> **What is required**: The answer must be every line of the data that holds the word "other".

> **Data extracts**:
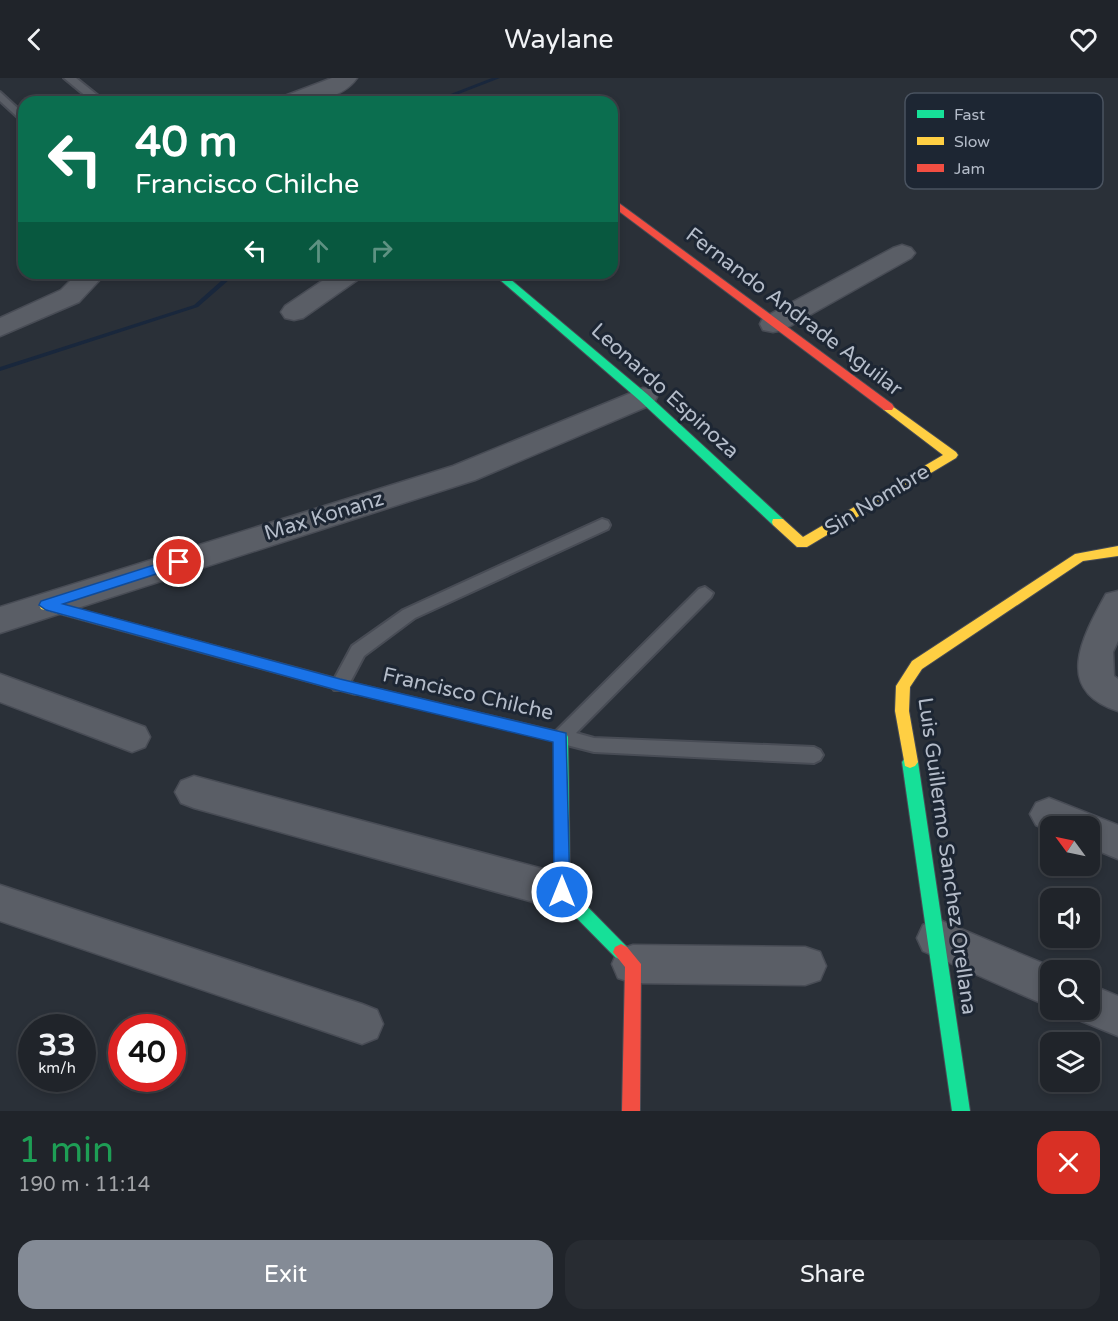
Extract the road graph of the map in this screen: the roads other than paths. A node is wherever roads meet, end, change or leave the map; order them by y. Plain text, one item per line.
1 (69, 78) edge
2 (346, 78) edge
3 (0, 95) edge
4 (92, 96) edge
5 (307, 96) edge
6 (18, 114) edge
7 (618, 206) edge
8 (902, 253) dead end
9 (87, 279) edge
10 (342, 279) edge
11 (504, 279) edge
12 (294, 312) dead end
13 (773, 324) junction
14 (0, 328) edge
15 (644, 398) junction
16 (952, 455) joint
17 (602, 525) dead end
18 (802, 544) joint
19 (1118, 550) edge
20 (705, 593) dead end
21 (1118, 603) edge
22 (46, 605) junction
23 (0, 620) edge
24 (340, 685) junction
25 (0, 688) edge
26 (1118, 697) edge
27 (132, 737) dead end
28 (561, 737) junction
29 (814, 754) dead end
30 (194, 792) dead end
31 (1100, 835) edge
32 (1118, 842) edge
33 (562, 892) junction
34 (0, 903) edge
35 (937, 938) junction
36 (633, 964) junction
37 (805, 966) dead end
38 (1040, 983) edge
39 (1100, 1009) edge
40 (1118, 1016) edge
41 (362, 1024) dead end
42 (631, 1111) edge
43 (961, 1111) edge

1 - 4 lane
2 - 5 street
3 - 6 lane
7 - 13 street, Fernando Andrade Aguilar
8 - 13 street
9 - 14 street
10 - 12 street
11 - 15 street, Leonardo Espinoza
13 - 16 street, Fernando Andrade Aguilar
15 - 18 street, Leonardo Espinoza
15 - 22 street, Max Konanz
16 - 18 street, Sin Nombre
17 - 24 lane
19 - 35 street, Luis Guillermo Sanchez Orellana
20 - 28 lane
21 - 26 street
22 - 23 street, Max Konanz
22 - 24 street, Francisco Chilche
24 - 28 street, Francisco Chilche
25 - 27 street
28 - 29 lane
28 - 33 street, Francisco Chilche
30 - 33 street
31 - 32 street
33 - 36 street
34 - 41 street
35 - 38 street
35 - 43 street, Luis Guillermo Sanchez Orellana
36 - 37 street
36 - 42 street
39 - 40 street

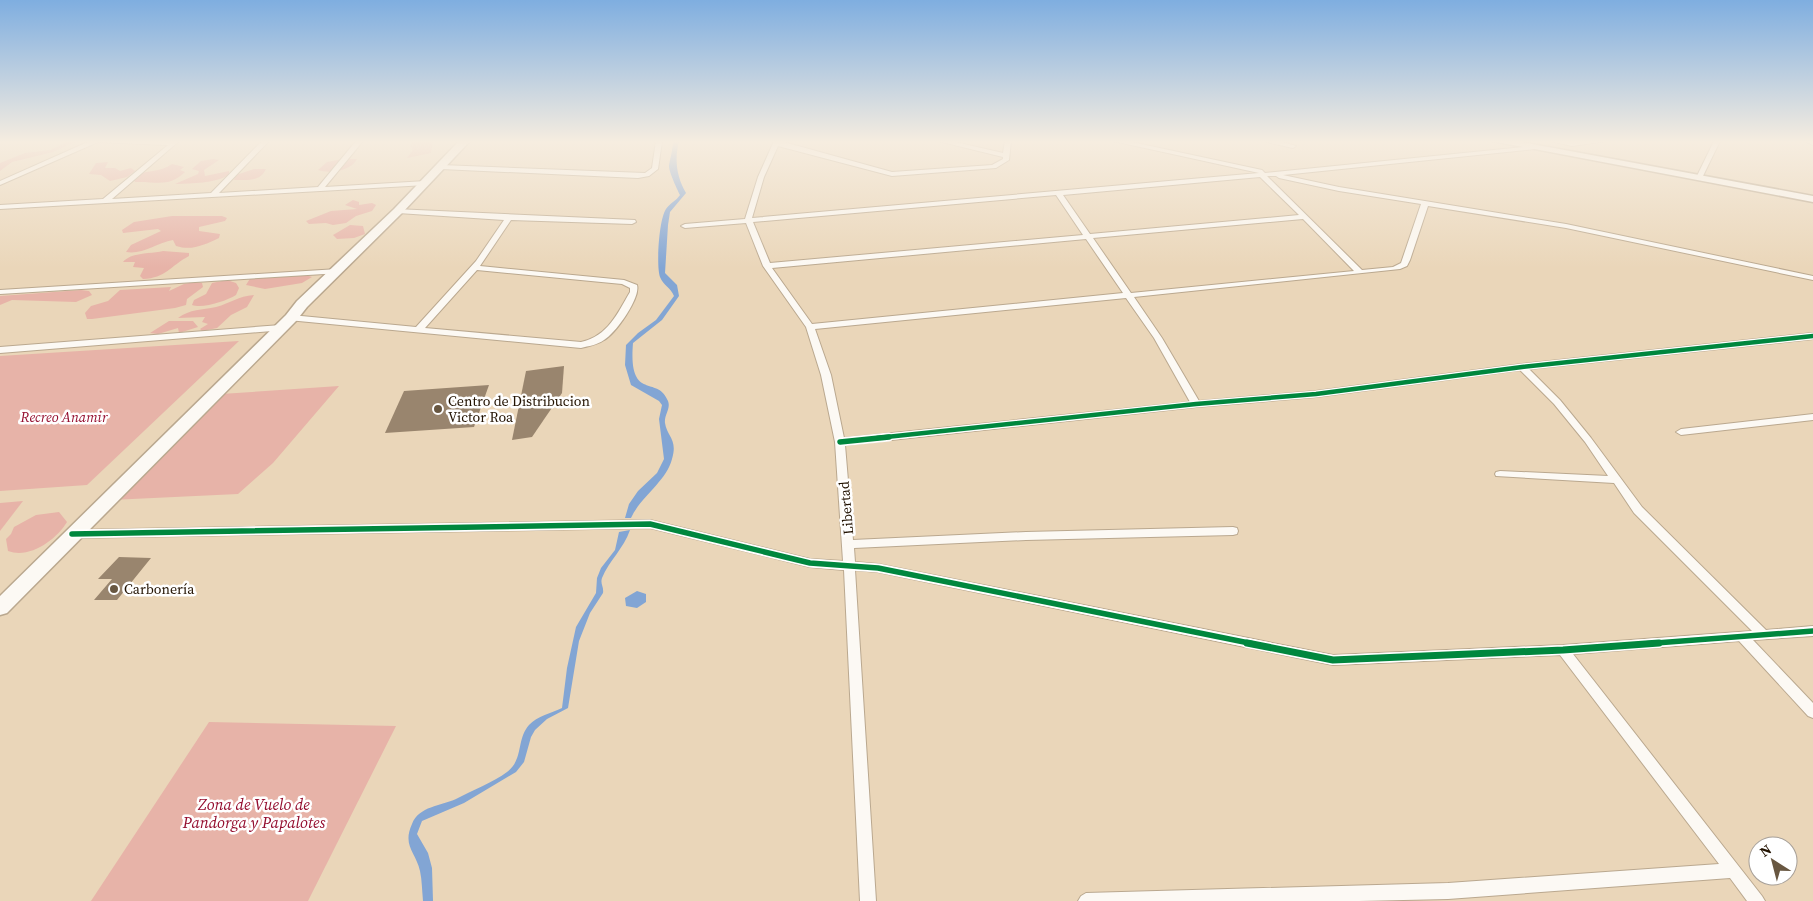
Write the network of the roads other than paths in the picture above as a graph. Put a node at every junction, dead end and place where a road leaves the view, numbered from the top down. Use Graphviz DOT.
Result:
graph roads {
  1 [pos="127,183"];
  2 [pos="225,183"];
  3 [pos="325,183"];
  4 [pos="426,183"];
  5 [pos="759,183"];
  6 [pos="1171,183"];
  7 [pos="1270,183"];
  8 [pos="1312,183"];
  9 [pos="1726,183"];
  10 [pos="319,190"];
  11 [pos="1058,193"];
  12 [pos="212,196"];
  13 [pos="1813,199"];
  14 [pos="104,202"];
  15 [pos="1425,203"];
  16 [pos="0,207"];
  17 [pos="398,211"];
  18 [pos="1303,217"];
  19 [pos="510,218"];
  20 [pos="748,220"];
  21 [pos="632,222"];
  22 [pos="685,226"];
  23 [pos="1087,236"];
  24 [pos="767,266"];
  25 [pos="476,268"];
  26 [pos="338,271"];
  27 [pos="1360,272"];
  28 [pos="1813,278"];
  29 [pos="0,292"];
  30 [pos="1129,295"];
  31 [pos="286,323"];
  32 [pos="810,327"];
  33 [pos="419,329"];
  34 [pos="1811,338"];
  35 [pos="0,350"];
  36 [pos="1522,367"];
  37 [pos="1196,404"];
  38 [pos="1813,417"];
  39 [pos="1681,432"];
  40 [pos="840,442"];
  41 [pos="1500,474"];
  42 [pos="1616,480"];
  43 [pos="1233,531"];
  44 [pos="72,534"];
  45 [pos="848,544"];
  46 [pos="850,567"];
  47 [pos="0,608"];
  48 [pos="1813,631"];
  49 [pos="1763,634"];
  50 [pos="1741,636"];
  51 [pos="1563,650"];
  52 [pos="1813,712"];
  53 [pos="1733,870"];
  54 [pos="868,901"];
  55 [pos="1086,901"];
  56 [pos="1757,901"];
  1 -- 14 [label="street"];
  2 -- 12 [label="street"];
  3 -- 10 [label="street"];
  4 -- 10 [label="street"];
  4 -- 17 [label="main road"];
  5 -- 20 [label="street"];
  6 -- 11 [label="street"];
  7 -- 18 [label="street"];
  8 -- 15 [label="street"];
  9 -- 13 [label="main road"];
  10 -- 12 [label="street"];
  11 -- 20 [label="street"];
  11 -- 23 [label="street"];
  12 -- 14 [label="street"];
  14 -- 16 [label="street"];
  15 -- 27 [label="street"];
  15 -- 28 [label="street"];
  17 -- 19 [label="street"];
  17 -- 26 [label="main road"];
  18 -- 23 [label="street"];
  18 -- 27 [label="street"];
  19 -- 21 [label="street"];
  19 -- 25 [label="street"];
  20 -- 22 [label="street"];
  20 -- 24 [label="street, Libertad"];
  23 -- 24 [label="street"];
  23 -- 30 [label="street"];
  24 -- 32 [label="street, Libertad"];
  25 -- 33 [label="street"];
  25 -- 33 [label="street"];
  26 -- 29 [label="street"];
  26 -- 31 [label="main road"];
  27 -- 30 [label="street"];
  30 -- 32 [label="street"];
  30 -- 37 [label="street"];
  31 -- 33 [label="street"];
  31 -- 35 [label="street"];
  31 -- 44 [label="main road"];
  32 -- 40 [label="street, Libertad"];
  34 -- 36 [label="street"];
  36 -- 37 [label="street"];
  36 -- 42 [label="street"];
  37 -- 40 [label="street"];
  38 -- 39 [label="street"];
  40 -- 45 [label="street, Libertad"];
  41 -- 42 [label="street"];
  42 -- 49 [label="street"];
  43 -- 45 [label="street"];
  44 -- 46 [label="street"];
  44 -- 47 [label="main road"];
  45 -- 46 [label="street, Libertad"];
  46 -- 51 [label="street"];
  46 -- 54 [label="street, Libertad"];
  48 -- 49 [label="street"];
  49 -- 50 [label="street"];
  50 -- 51 [label="street"];
  50 -- 52 [label="street"];
  51 -- 53 [label="street"];
  53 -- 55 [label="street"];
  53 -- 56 [label="street"];
}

> **Task solution**:
Extract the road graph of the map in this screen: the roads other than paths. A node is wherever roads meet, end, change or leave the map; order them by y. Plain text, one item per line.
Write the network of the roads other than paths in the picture above as a graph. Put a node at every junction, dead end and place where a road leaves the view, numbered from the top down. Use Graphviz DOT.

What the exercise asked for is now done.